Hi, I'm dragonette and I'm a bedwetter. (Crowd: HI DRAGONETTE.) I've been lurking around here a long time but I think this is my first "real" thread. I guess I couldn't keep my thoughts bottled up forever. You don't have to read it.
When I was little, I remember being daytime trained around the time I started preschool, but I kept wetting in my sleep. I stayed in diapers at night until at least 6 and then Pull-Ups until about 8 or 9. Finally around then my bedwetting slowed down to about once a week so mom took my Pull-Ups away. I remember about once a week there was a lot of crying followed by a lot of laundry when I'd wake up wet, but most nights in my preteens I stayed dry, which seems pretty amazing now.
That changed when I was 12, the worst most awkward time of my life in middle school, I was enough of a weird girl already but I started to wet the bed more often again. First it was twice a week, then three, four nights, you get the point. I remember right after I turned 13, I begged for GoodNites until I got them. My bedwetting had gotten worse but I was so much happier. No more crying, no laundry, no stress, just putting my diaper on and going to sleep.
But my bedwetting never slowed down after that. By the time I graduated high school I was wetting the bed six or seven nights a week again, as much as when I was 6. I also started noticing my GoodNites would leak more often than they used to, so I got some small adult size "overnight" diapers to wear to bed most nights instead. I still prefer GoodNites for lounging and naps because they're so comfy, but these days I need the true overnight diapers if I don't wanna have any leaks.
Anyway, I'm 20 now and I feel like I should have "grown up" but my bedwetting is worse than ever. I won't even lounge on the couch without at least wearing my GoodNites 'cause I have accidents pretty easily when I'm lying down but still half-awake. Sometimes I go to bed and almost right away I start peeing in my diaper without realizing it, or I jolt back awake shortly after falling asleep and I have to go change my diaper because I'm wet already. (Grr.) Either way, after I really fall asleep I guess that's when the floodgates open. I don't remember the last time I woke up totally dry but I know it's been a pretty long time.

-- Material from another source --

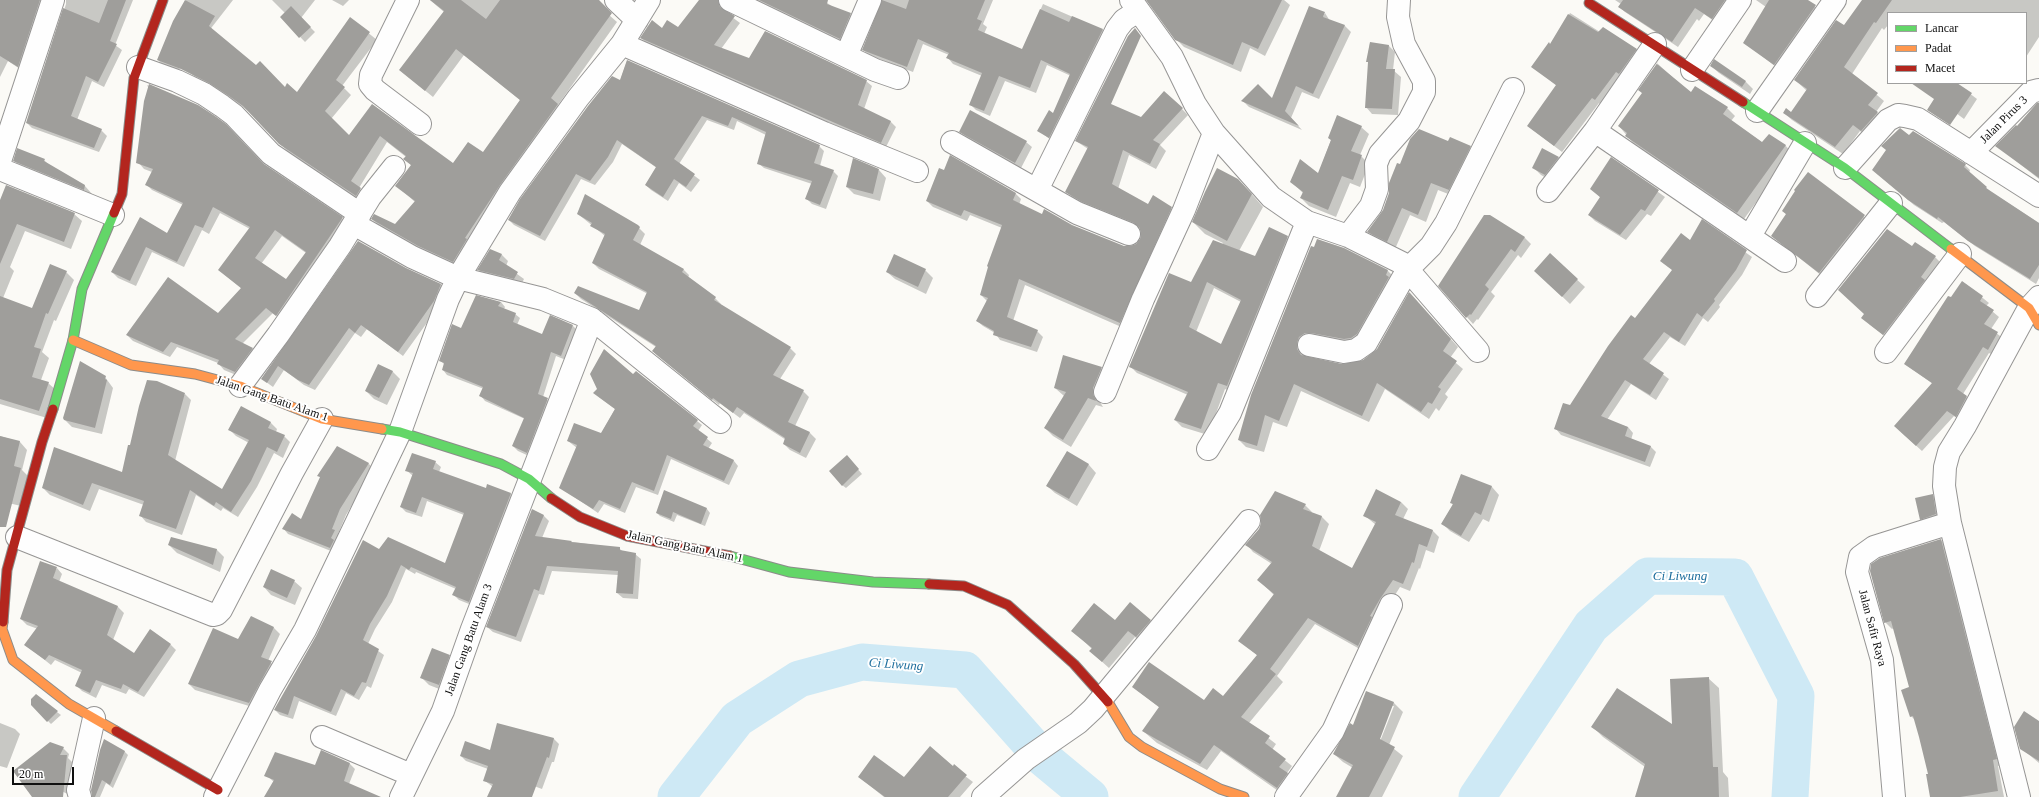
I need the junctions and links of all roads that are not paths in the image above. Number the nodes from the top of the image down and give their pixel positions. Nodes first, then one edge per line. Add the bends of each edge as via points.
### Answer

That said, I still like my diapers, I hold that emotional connection to when I turned 13 and was wetting the bed about every other night again for almost a year, and I finally got to wear GoodNites and it felt good to go to bed feeling "secure" again. I guess that's what made me wanna come to places like these online and read stories from other people who wet the bed or liked diapers for their own reasons. Maybe it's because my preteens were the only few years I didn't wear any diapers, and all I seem to remember is continuing to wet the bed every so often anyway and crying a lot, I don't know.
But it's kinda strange that I never got to "grow out of it" like I thought I would. I wonder if I'll always wet the bed. I wonder if my accidents will get worse. I'm so thankful that I very rarely have daytime accidents or messy accidents like I know some incontinent people have to deal with, and I feel for them 'cause it must be so frustrating. Still, it doesn't take away that sometimes I sit around thinking "why me?" Why did my bedwetting start to go away in my preteens just to come back with a vengeance? Why did I come to like diapers? Why did I have to be a bedwetter at all? If only I could just wish it all away.
Sorry if I didn't really have a point to all this talk, I just wanted to get it out and hope somebody understands or might be going through the same thing.